START Given records
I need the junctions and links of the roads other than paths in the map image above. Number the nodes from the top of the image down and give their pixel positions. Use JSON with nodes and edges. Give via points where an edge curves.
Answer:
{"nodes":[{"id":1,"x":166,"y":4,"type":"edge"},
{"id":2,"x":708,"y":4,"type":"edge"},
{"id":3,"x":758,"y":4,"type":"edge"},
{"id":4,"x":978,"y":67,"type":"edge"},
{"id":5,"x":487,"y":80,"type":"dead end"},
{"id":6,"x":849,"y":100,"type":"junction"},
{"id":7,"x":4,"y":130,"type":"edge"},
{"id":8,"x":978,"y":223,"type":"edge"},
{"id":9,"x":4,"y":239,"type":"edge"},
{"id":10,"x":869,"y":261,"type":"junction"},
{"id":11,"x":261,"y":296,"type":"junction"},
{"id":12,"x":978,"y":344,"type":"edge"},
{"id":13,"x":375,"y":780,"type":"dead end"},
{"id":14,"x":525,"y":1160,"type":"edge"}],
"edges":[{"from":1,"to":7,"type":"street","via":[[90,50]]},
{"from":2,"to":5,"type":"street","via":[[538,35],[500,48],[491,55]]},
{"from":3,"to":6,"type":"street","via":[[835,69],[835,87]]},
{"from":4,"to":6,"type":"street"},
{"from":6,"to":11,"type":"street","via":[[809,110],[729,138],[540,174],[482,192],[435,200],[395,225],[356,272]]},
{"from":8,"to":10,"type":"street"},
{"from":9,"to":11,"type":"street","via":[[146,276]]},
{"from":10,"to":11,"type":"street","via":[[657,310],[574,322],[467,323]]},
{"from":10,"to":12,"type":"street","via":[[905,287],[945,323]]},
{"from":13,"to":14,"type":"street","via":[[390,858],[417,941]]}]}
END Given records
START Given records
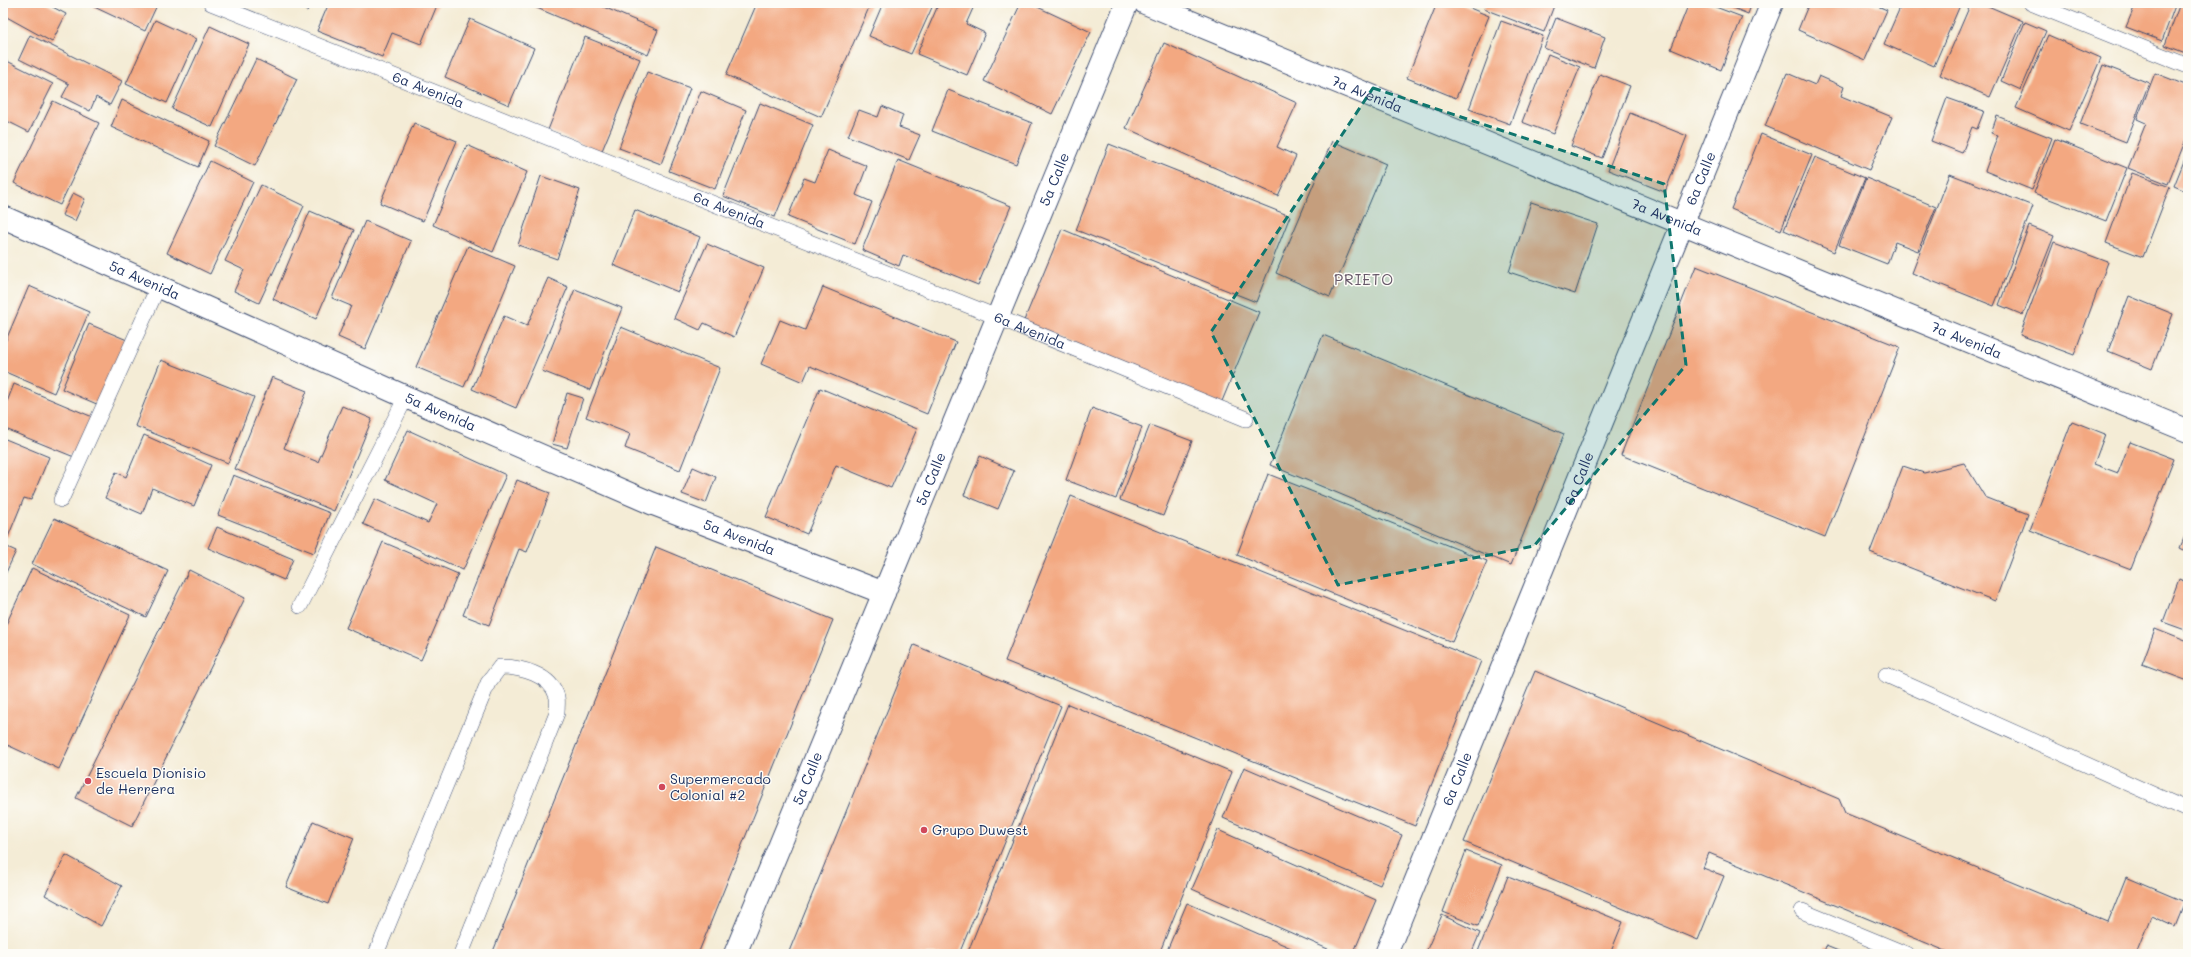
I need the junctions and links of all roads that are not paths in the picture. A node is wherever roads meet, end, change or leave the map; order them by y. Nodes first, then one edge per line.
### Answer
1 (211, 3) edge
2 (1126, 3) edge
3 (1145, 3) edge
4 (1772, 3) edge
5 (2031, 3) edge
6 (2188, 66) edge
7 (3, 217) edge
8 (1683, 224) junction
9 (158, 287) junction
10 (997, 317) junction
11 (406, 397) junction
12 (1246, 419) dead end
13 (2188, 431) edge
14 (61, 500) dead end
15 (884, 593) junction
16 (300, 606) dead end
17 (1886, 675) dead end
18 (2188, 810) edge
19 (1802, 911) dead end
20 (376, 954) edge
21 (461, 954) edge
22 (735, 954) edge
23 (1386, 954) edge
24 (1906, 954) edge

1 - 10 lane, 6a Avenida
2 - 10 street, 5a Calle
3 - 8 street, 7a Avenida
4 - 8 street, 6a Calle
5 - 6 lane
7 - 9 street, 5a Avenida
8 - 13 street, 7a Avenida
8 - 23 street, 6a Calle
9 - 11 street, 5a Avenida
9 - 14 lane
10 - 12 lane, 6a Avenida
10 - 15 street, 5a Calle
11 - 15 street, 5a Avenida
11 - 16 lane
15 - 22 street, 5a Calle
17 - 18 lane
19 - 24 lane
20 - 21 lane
END Given records
Exercise
Each line in the records that carries "need" must be copied out.

Output of the exercise
I need the junctions and links of the roads other than paths in the map image above. Number the nodes from the top of the image down and give their pixel positions. Use JSON with nodes and edges. Give via points where an edge curves.
I need the junctions and links of all roads that are not paths in the picture. A node is wherever roads meet, end, change or leave the map; order them by y. Nodes first, then one edge per line.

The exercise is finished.